The lesson was repeated at a rally Friday for Daisy and nearly 900 fellow students at Haddon Avenue Elementary School, when local officials urged the students to help the federal government count their families accurately.

After 20 first-graders danced and waved the American flag, Assemblyman Tony Cardenas (D-Sylmar) prompted the students to yell, "I count!"

Also attending the rally at the pre-kindergarten through fifth-grade school were Rep. Howard L. Berman (D-Mission Hills), County Supervisor Zev Yaroslavsky, and officials from federal and state census agencies.

The event was part of a national and local campaign to increase the number of people who complete the census forms, which will be mailed to U.S. households later this month. The 1990 census undercounted children and members of minority groups, leading to a smaller flow of federal funds to neighborhoods such as the one surrounding the Haddon Avenue school.

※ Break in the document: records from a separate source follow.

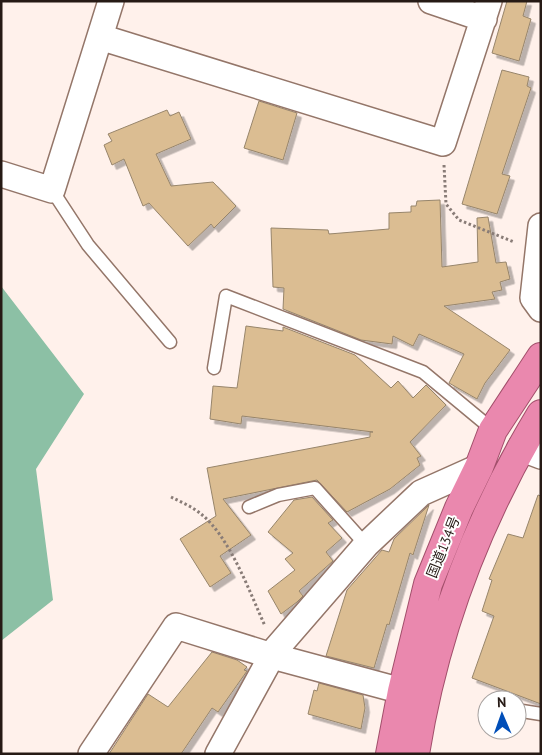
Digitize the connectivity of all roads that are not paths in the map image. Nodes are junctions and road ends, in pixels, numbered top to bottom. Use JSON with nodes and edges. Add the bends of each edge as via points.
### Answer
{"nodes":[{"id":1,"x":111,"y":1,"type":"edge"},
{"id":2,"x":431,"y":1,"type":"edge"},
{"id":3,"x":486,"y":10,"type":"edge"},
{"id":4,"x":100,"y":37,"type":"junction"},
{"id":5,"x":1,"y":174,"type":"edge"},
{"id":6,"x":52,"y":190,"type":"junction"},
{"id":7,"x":541,"y":226,"type":"edge"},
{"id":8,"x":541,"y":308,"type":"edge"},
{"id":9,"x":170,"y":342,"type":"dead end"},
{"id":10,"x":541,"y":357,"type":"edge"},
{"id":11,"x":214,"y":368,"type":"dead end"},
{"id":12,"x":541,"y":414,"type":"edge"},
{"id":13,"x":492,"y":430,"type":"junction"},
{"id":14,"x":531,"y":452,"type":"edge"},
{"id":15,"x":480,"y":467,"type":"junction"},
{"id":16,"x":249,"y":507,"type":"dead end"},
{"id":17,"x":366,"y":545,"type":"junction"},
{"id":18,"x":274,"y":653,"type":"junction"},
{"id":19,"x":402,"y":691,"type":"junction"},
{"id":20,"x":527,"y":712,"type":"edge"},
{"id":21,"x":541,"y":714,"type":"edge"},
{"id":22,"x":91,"y":754,"type":"edge"},
{"id":23,"x":218,"y":754,"type":"edge"},
{"id":24,"x":390,"y":754,"type":"edge"},
{"id":25,"x":415,"y":754,"type":"edge"}],
"edges":[{"from":1,"to":4,"type":"street"},
{"from":2,"to":3,"type":"street"},
{"from":3,"to":4,"type":"street","via":[[443,143]]},
{"from":4,"to":6,"type":"street"},
{"from":5,"to":6,"type":"street"},
{"from":6,"to":9,"type":"lane","via":[[88,245]]},
{"from":7,"to":8,"type":"street","via":[[533,298]]},
{"from":10,"to":13,"type":"highway","name":"国道134号"},
{"from":11,"to":13,"type":"lane","via":[[226,296],[422,372]]},
{"from":12,"to":14,"type":"highway","name":"国道134号"},
{"from":13,"to":15,"type":"highway","name":"国道134号"},
{"from":14,"to":25,"type":"highway","name":"国道134号","via":[[454,594],[423,701]]},
{"from":15,"to":17,"type":"street","via":[[421,493]]},
{"from":15,"to":19,"type":"highway","name":"国道134号","via":[[459,508],[428,584]]},
{"from":16,"to":17,"type":"lane","via":[[278,495],[315,488]]},
{"from":17,"to":18,"type":"street"},
{"from":18,"to":19,"type":"street"},
{"from":18,"to":22,"type":"street","via":[[176,626]]},
{"from":18,"to":23,"type":"street"},
{"from":19,"to":24,"type":"highway","name":"国道134号"},
{"from":20,"to":21,"type":"lane"}]}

Nearly 98% of the students are Latino, said rally coordinator Laura Fuentes-Serna. Students who learn about the census in school should share their knowledge with parents who may not speak English and who may distrust federal authorities, officials said. Census information is not shared with immigration authorities or police, they said.

The Mexican American Legal Defense and Educational Fund and other groups are focusing efforts on nearly 150 Los Angeles Unified School District campuses where students and their families were undercounted in the last census, said Louisa Ollague, MALDEF's regional census coordinator.

The rally featured a demonstration of how the census can affect the distribution of public goods. A state census employee in a bear costume displayed a bag of stuffed miniature bears to the audience.

Although the bag contained only 200 toys, the employee said he brought enough bears for every student, thanks to an accurate count of the students by the administration.

Individual bears were to be distributed to students in their classrooms Friday afternoon, said Belinda Barragan, a state outreach coordinator.

By teaching children about the census, "we send an emissary right into the home," said John Reeder, the U.S. Census Bureau's regional director for the area that includes Southern California.

At least one potential emissary is fifth-grader Nefi Cajas, 10. "We should fill out the form, because it's very important to our community and our family," he said.